Eu conheci a dor. A dor da perda, da amargura, da frustração. De várias dores experimentei. A dor do luto: por parentes, por animais de estimação, por mim mesmo. A dor do maltrato, a dor da angústia, da impotência e da solidão. Da culpa e do perdão. A dor de um braço fraturado, de um coração partido. A dor da minha própria morte, da humilhação.
Conheci a dores alheias, talvez tão profundamente quanto possível. Aconselhei, apoiei e gosto de pensar que tive minha parte no cicatrizar, no untar e no lavar de certas feridas. Chorei com os que choravam.
Uma dor nova me acomete, silenciosa e sutil, me invade, incomparavelmente cognoscível.
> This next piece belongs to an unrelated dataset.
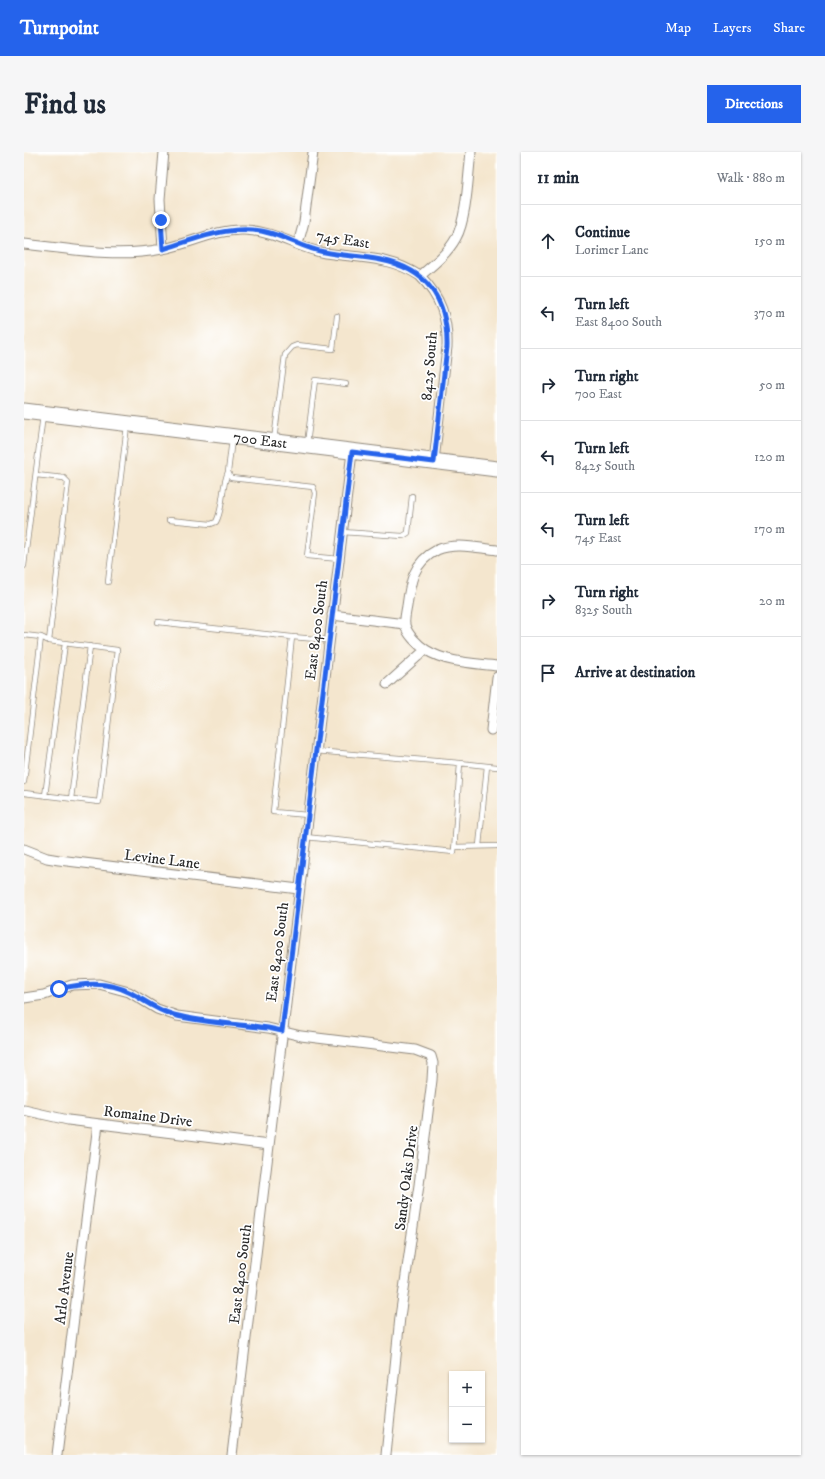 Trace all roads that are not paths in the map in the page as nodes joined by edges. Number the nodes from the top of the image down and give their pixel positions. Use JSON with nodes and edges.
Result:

Pesada e desafiadora. Uma dor companheira, solidária, partidária. Uma dor externa, não alheia: é minha, porque assim o escolhi há anos, por mais que não soubesse que o fazia. E me apropriava da dor de um irmão.
Tenho conhecido a dor, por ela sido experimentado.
2 comentários:
aqui eu =) você sabe que eu gosto dos seus textos mesmo haha
O bom da dor é que passa, que cicatriza, deixa de existir, e com ela aprendemos. A resistir, reagir ou simplesmente entorpecemos diante dela.